For a full understanding of the effects of social and ecological factors in structuring populations, a permutational multivariate analysis of variance was performed with a significance level of 0.05. The permutational multivariate analysis of variance showed that the ethnolinguistic, weather and soil-type effects were significant in the combined, flower and fruit traits analyses (P<0.01) (Table 2).

Table 2 Permutational multivariate analysis of variance for fruit and flower traits. 

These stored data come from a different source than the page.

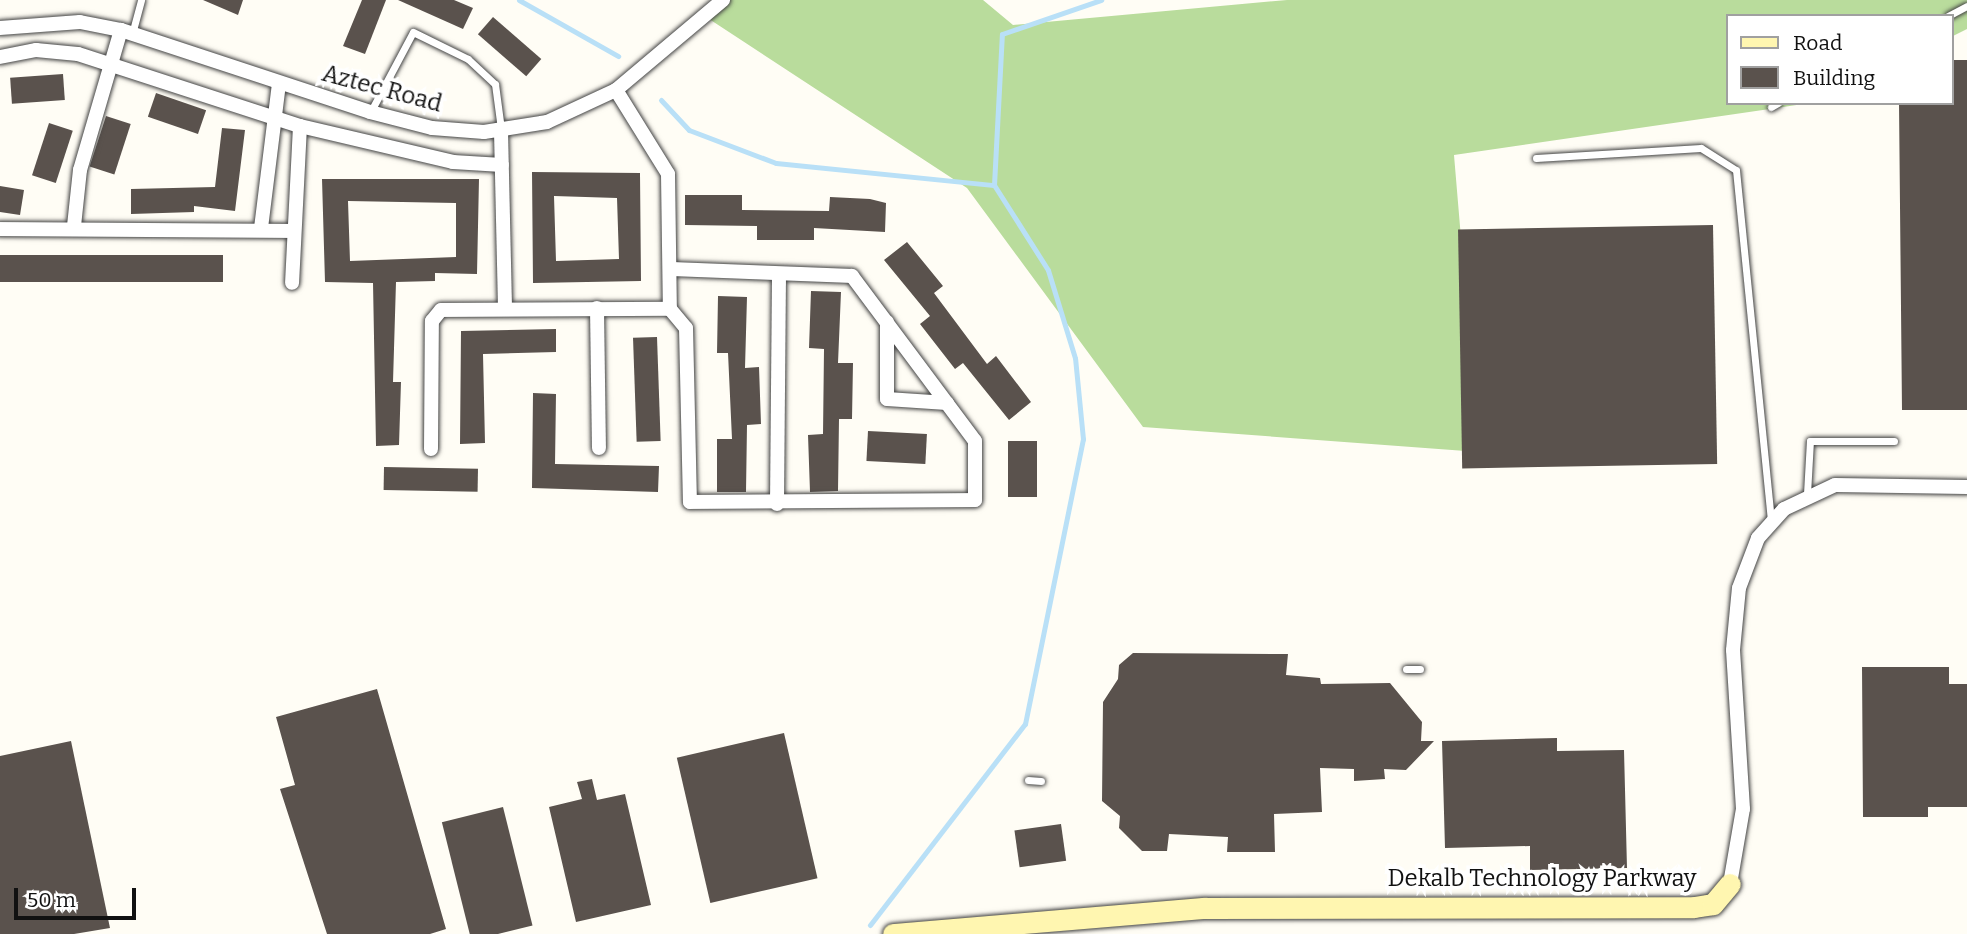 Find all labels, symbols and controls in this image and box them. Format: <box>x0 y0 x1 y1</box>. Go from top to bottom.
legend <box>1726 14 1953 105</box>
text: Road <box>1793 30 1842 56</box>
street label: Aztec Road <box>319 59 445 119</box>
text: Building <box>1793 65 1875 91</box>
street label: Dekalb Technology Parkway <box>1387 865 1697 893</box>
scale bar <box>18 874 140 918</box>
text: 50 m <box>27 887 76 913</box> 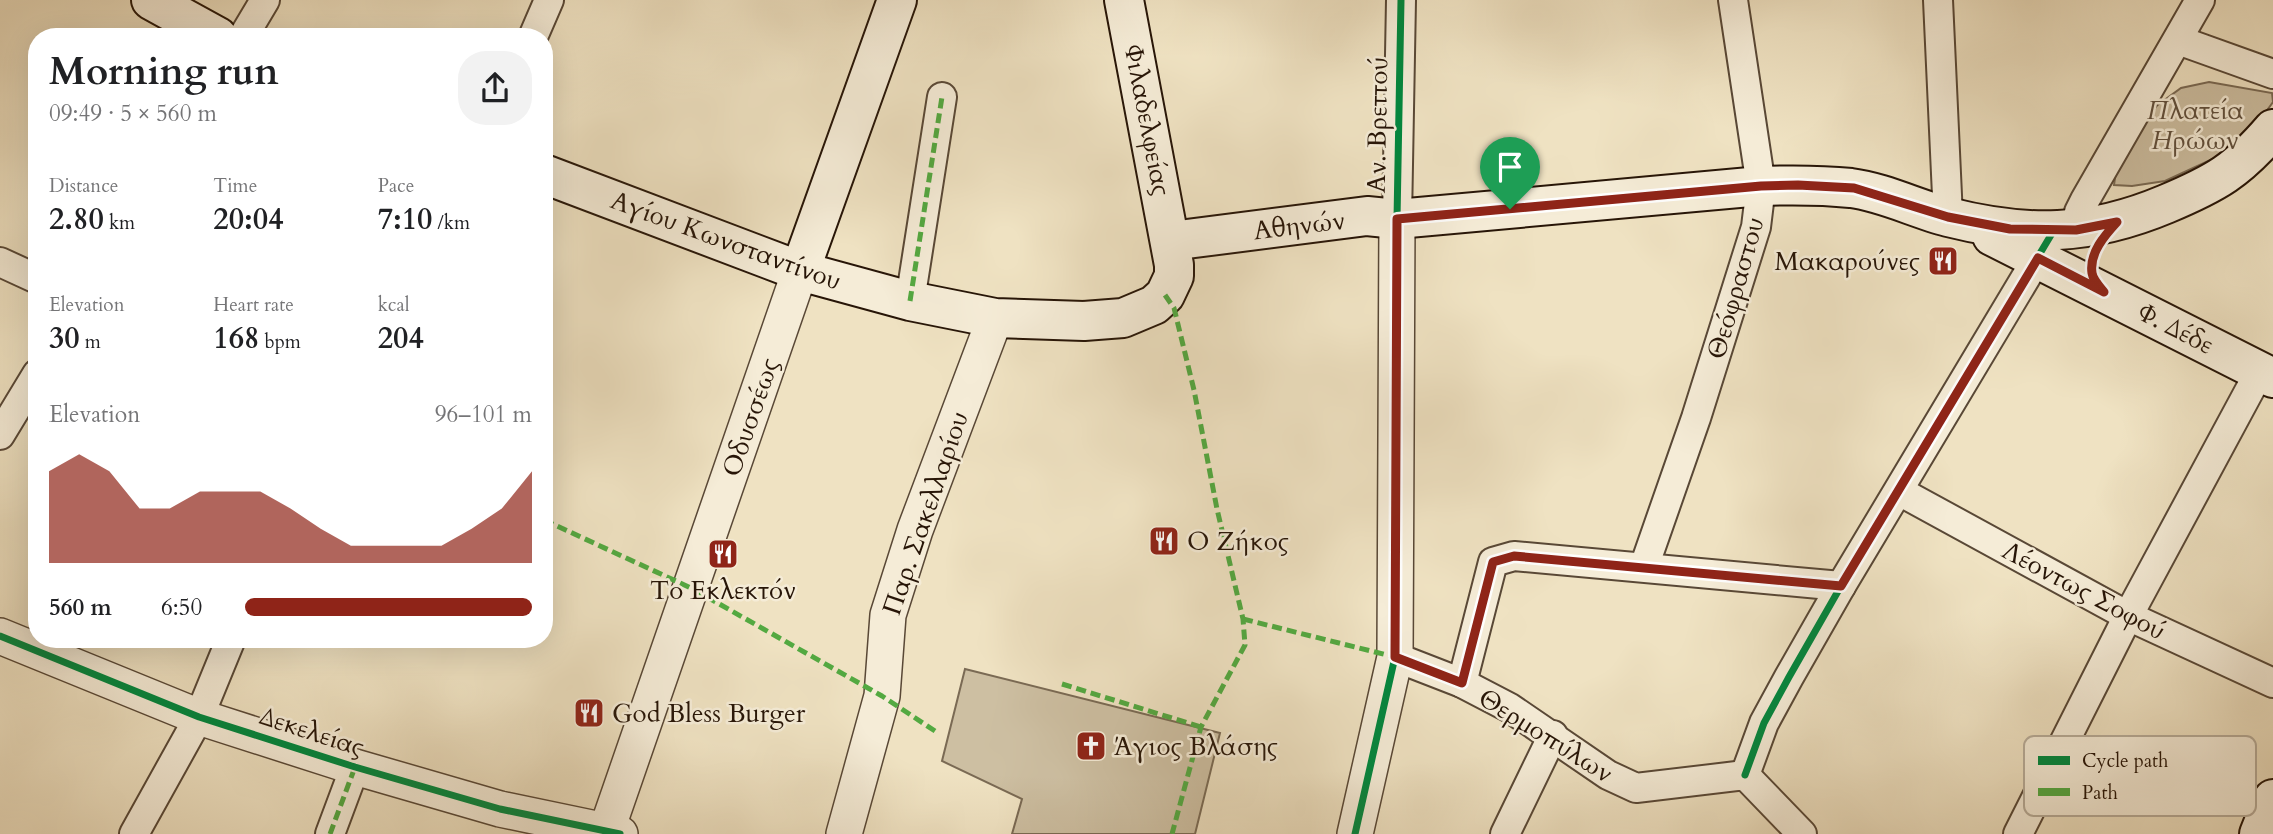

SV Df Sum of squares Mean squares F R2 Pr(>F)
-------------------------------------------------------------------------------Combined analysis----------------------------------------------------------------
Ethnolinguistic affiliation 4 0.48734 0.12184 32.547 0.51926 0.0001
Elevation 2 0.00829 0.00414 1.107 0.00883 0.3509
Weather 4 0.04156 0.01039 2.775 0.04428 0.0025
Soil type 7 0.13182 0.018831 5.031 0.14045 0.0001
Residuals 72 0.26952 0.00374 0.28718
Total 89 0.93853 1
------------------------------------------------------------------------------Analysis for fruit traits------------------------------------------------------------
Ethnolinguistic affiliation 4 0.73808 0.18452 37.011 0.55429 0.0001
Elevation 2 0.00875 0.00437 0.877 0.00657 0.482
Weather 4 0.05284 0.01321 2.649 0.03968 0.0071
Soil type 7 0.17296 0.02471 4.956 0.12989 0.0001
Residuals 72 0.35896 0.00499 0.26958
Total 89 1.33159 1
-----------------------------------------------------------------------------Analysis for flower traits-----------------------------------------------------------
Ethnolinguistic affiliation 4 0.05152 0.01288 7.9269 0.21123 0.0001
Elevation 2 0.00648 0.00324 1.9939 0.02657 0.0845
Weather 4 0.02382 0.00595 3.664 0.09763 0.0006
Soil type 7 0.04511 0.00644 3.9655 0.18492 0.0001
Residuals 72 0.117 0.00163 0.47965
Total 89 0.24393 1

According to the sum of squares and coefficient of determination (R2), the ethnolinguistic factor had a greater effect than the weather. These results indicated that the ethnolinguistic diversity played a more important role in structuring morphological diversity in the studied region.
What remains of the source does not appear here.